7. Si M. D… se prévaut de son arrivée sur le territoire français le 27 avril 2023 à l’âge de 16 ans et de ce qu’il a été pris en charge par les services de l’aide sociale à l’enfance du 17 août 2023 à sa majorité le 20 juillet 2024, il ne peut ainsi se prévaloir que d’un an et quatre mois de présence en France à la date de l’arrêté attaqué. En dépit d’une prise en charge depuis plus d’un an par une association accueillant des mineurs, il ne peut justifier que d’un stage en entreprise de formation au métier de plaquiste du 18 au 29 mars 2024, d’un autre stage dans un salon de coiffure du 24 juin au 5 juillet 2024 et d’une formation « prépa apprentissage PIC » d’avril à juillet 2024 et n’était ainsi plus en formation à la date de l’arrêté attaqué. Par ailleurs, il n’établit ni même n’allègue avoir des attaches familiales en France et n’en est pas dépourvu dans son pays d’origine où il a déclaré que son père résidait lors de son audition par les forces de police le 11 septembre 2024. Par suite, le préfet de la Vienne n’a, en refusant de lui délivrer un titre de séjour, ni entaché sa décision d’une erreur manifeste d’appréciation ni méconnu les dispositions de l’article L. 435-3 du code de l’entrée et du séjour des étrangers et du droit d’asile qui ne lui sont pas applicables du fait de sa qualité de ressortissant algérien.

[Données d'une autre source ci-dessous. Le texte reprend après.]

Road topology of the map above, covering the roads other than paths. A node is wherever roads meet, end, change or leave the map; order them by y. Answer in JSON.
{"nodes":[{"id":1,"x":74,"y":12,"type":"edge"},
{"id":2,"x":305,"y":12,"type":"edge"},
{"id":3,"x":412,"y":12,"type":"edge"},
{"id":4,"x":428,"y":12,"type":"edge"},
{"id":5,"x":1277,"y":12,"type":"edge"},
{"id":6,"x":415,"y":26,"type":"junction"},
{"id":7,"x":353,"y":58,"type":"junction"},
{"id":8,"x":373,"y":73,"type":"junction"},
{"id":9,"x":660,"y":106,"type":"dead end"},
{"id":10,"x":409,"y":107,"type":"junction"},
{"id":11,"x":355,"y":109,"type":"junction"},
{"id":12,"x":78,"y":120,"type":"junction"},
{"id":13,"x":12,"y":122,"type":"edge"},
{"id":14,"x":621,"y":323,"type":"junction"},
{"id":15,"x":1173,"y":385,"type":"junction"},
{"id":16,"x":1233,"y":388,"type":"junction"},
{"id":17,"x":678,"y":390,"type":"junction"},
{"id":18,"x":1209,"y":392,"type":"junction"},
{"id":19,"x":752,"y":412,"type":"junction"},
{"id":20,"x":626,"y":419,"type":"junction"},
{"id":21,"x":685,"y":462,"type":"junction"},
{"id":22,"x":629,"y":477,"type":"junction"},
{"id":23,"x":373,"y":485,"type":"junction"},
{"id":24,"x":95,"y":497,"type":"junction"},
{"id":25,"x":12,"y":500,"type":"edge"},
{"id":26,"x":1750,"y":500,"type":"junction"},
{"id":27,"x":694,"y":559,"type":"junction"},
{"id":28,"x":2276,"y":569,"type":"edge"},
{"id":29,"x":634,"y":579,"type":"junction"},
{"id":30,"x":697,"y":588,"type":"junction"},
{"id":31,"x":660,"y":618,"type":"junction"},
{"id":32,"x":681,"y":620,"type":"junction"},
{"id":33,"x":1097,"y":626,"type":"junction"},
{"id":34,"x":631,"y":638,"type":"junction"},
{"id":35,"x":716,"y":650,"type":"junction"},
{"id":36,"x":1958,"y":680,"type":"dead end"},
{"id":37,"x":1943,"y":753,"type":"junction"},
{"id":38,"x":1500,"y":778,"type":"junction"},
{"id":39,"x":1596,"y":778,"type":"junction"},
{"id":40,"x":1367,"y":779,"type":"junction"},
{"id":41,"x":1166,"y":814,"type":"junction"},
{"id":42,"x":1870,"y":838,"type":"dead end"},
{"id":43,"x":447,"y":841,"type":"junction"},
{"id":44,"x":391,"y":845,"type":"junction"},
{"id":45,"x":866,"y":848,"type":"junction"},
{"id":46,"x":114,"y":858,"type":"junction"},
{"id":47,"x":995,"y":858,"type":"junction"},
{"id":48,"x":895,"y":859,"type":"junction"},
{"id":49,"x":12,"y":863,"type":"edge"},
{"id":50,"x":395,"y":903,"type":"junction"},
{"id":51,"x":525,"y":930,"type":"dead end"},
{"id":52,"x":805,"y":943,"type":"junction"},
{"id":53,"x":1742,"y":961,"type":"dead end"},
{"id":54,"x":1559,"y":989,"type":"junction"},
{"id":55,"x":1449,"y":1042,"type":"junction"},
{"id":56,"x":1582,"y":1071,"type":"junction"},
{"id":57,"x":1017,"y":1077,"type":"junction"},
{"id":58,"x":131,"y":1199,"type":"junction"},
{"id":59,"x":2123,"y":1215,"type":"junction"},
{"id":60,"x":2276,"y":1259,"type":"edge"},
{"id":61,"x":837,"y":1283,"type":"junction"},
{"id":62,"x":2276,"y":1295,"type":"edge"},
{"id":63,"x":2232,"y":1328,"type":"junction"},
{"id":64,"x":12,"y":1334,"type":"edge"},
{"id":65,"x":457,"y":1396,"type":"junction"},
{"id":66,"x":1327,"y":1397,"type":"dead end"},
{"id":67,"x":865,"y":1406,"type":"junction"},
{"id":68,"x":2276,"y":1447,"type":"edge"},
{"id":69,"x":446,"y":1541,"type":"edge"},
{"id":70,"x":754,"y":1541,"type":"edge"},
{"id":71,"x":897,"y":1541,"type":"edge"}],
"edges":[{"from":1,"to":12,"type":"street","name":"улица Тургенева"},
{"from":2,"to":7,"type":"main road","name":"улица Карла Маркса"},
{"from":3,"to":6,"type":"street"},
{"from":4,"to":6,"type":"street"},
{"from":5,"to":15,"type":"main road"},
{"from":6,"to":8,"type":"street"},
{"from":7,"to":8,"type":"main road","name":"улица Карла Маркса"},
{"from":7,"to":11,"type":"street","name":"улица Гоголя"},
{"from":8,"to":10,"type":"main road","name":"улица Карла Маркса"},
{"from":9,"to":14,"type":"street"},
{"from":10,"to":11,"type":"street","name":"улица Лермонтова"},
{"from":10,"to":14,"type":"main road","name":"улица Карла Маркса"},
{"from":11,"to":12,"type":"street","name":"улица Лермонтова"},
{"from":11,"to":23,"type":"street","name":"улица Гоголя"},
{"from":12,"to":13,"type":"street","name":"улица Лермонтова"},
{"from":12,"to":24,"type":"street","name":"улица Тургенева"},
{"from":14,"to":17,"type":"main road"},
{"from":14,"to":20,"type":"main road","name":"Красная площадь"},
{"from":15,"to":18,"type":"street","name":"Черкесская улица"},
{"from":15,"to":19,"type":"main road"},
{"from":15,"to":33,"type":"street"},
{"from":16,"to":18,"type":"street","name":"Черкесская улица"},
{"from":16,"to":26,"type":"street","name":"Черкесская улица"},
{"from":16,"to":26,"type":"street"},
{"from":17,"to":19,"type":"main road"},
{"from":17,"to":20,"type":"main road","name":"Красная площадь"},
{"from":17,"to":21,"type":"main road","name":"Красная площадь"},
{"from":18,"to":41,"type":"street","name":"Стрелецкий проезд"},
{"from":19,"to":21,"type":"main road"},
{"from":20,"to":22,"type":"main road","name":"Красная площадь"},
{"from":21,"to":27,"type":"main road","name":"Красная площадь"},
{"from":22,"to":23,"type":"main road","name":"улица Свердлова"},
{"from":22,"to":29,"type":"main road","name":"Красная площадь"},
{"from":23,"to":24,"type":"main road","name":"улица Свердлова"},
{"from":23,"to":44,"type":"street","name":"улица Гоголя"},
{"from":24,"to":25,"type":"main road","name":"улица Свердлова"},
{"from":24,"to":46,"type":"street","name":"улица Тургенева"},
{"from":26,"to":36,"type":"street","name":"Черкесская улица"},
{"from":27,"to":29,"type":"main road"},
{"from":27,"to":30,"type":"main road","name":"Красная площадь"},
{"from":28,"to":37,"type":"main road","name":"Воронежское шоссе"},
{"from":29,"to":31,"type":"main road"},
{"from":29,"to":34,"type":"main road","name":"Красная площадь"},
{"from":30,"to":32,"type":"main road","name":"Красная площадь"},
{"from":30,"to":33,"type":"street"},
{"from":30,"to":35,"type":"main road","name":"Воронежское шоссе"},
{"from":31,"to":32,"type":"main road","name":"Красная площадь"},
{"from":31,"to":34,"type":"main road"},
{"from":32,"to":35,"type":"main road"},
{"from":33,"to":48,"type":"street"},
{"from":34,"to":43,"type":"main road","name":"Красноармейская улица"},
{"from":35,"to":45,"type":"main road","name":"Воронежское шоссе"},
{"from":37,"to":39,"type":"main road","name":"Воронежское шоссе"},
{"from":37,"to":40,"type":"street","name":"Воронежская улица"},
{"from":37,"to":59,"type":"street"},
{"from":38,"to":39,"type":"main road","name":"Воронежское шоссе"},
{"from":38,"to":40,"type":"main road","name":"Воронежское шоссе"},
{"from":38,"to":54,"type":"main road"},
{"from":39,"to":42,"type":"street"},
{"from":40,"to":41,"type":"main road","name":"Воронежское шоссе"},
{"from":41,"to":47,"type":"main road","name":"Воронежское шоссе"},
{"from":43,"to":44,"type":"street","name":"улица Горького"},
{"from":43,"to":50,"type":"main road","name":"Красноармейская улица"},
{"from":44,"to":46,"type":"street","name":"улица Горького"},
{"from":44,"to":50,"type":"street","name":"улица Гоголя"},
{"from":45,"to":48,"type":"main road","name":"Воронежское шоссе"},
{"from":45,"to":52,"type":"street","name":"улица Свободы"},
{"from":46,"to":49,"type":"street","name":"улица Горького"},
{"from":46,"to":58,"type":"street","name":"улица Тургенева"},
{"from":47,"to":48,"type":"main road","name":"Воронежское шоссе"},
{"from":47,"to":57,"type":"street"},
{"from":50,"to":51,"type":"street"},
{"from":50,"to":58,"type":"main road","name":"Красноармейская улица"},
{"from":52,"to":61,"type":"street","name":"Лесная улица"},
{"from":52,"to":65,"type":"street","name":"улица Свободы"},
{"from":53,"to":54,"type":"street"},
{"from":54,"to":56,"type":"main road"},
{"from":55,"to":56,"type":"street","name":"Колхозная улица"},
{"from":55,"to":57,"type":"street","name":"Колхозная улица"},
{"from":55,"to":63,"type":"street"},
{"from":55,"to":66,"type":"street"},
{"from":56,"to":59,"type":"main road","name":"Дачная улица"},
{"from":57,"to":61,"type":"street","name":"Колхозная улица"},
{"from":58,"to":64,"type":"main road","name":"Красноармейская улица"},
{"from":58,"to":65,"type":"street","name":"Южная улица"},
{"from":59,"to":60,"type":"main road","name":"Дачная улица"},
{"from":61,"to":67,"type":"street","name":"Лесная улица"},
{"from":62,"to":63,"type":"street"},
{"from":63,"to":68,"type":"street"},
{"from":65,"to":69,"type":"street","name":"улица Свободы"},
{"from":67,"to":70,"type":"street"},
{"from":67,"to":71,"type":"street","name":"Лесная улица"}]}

8. En quatrième lieu, aux termes de l’article 8 de la convention européenne de sauvegarde des droits de l’homme et des libertés fondamentales : « Toute personne a droit au respect de sa vie privée et familiale, de son domicile et de sa correspondance. (…).
9. Pour les mêmes motifs que ceux énoncés au point 7, le moyen tiré de la méconnaissance des stipulations de l’article 8 de la convention européenne de sauvegarde des droits de l’homme et des libertés fondamentales ne peut qu’être écarté.
Sur la décision portant obligation de quitter le territoire français :
10. En premier lieu, la motivation de la décision portant obligation de quitter le territoire français, qui vise les dispositions du 3° de l’article L. 611-1 du code de l’entrée et du séjour des étrangers et du droit d’asile, se confond avec celle du refus de titre de séjour dont elle découle nécessairement et n’implique pas, dès lors que, comme il a été dit ci-dessus, ce refus est lui-même motivé en droit comme en fait et que les dispositions législatives qui permettent de l’assortir d’une obligation de quitter le territoire français ont été rappelées, de mention spécifique. Par suite, le moyen tiré du défaut de motivation de la décision attaquée doit être écarté.
11. En deuxième lieu, il ressort de cette motivation que le préfet de la Vienne a bien procédé à un examen de la situation personnelle du requérant.
12. En troisième lieu, pour les mêmes motifs que ceux énoncés au point 7, le moyen tiré de la méconnaissance des stipulations de l’article 8 de la convention européenne de sauvegarde des droits de l’homme et des libertés fondamentales par l’obligation de quitter le territoire français doit être écarté.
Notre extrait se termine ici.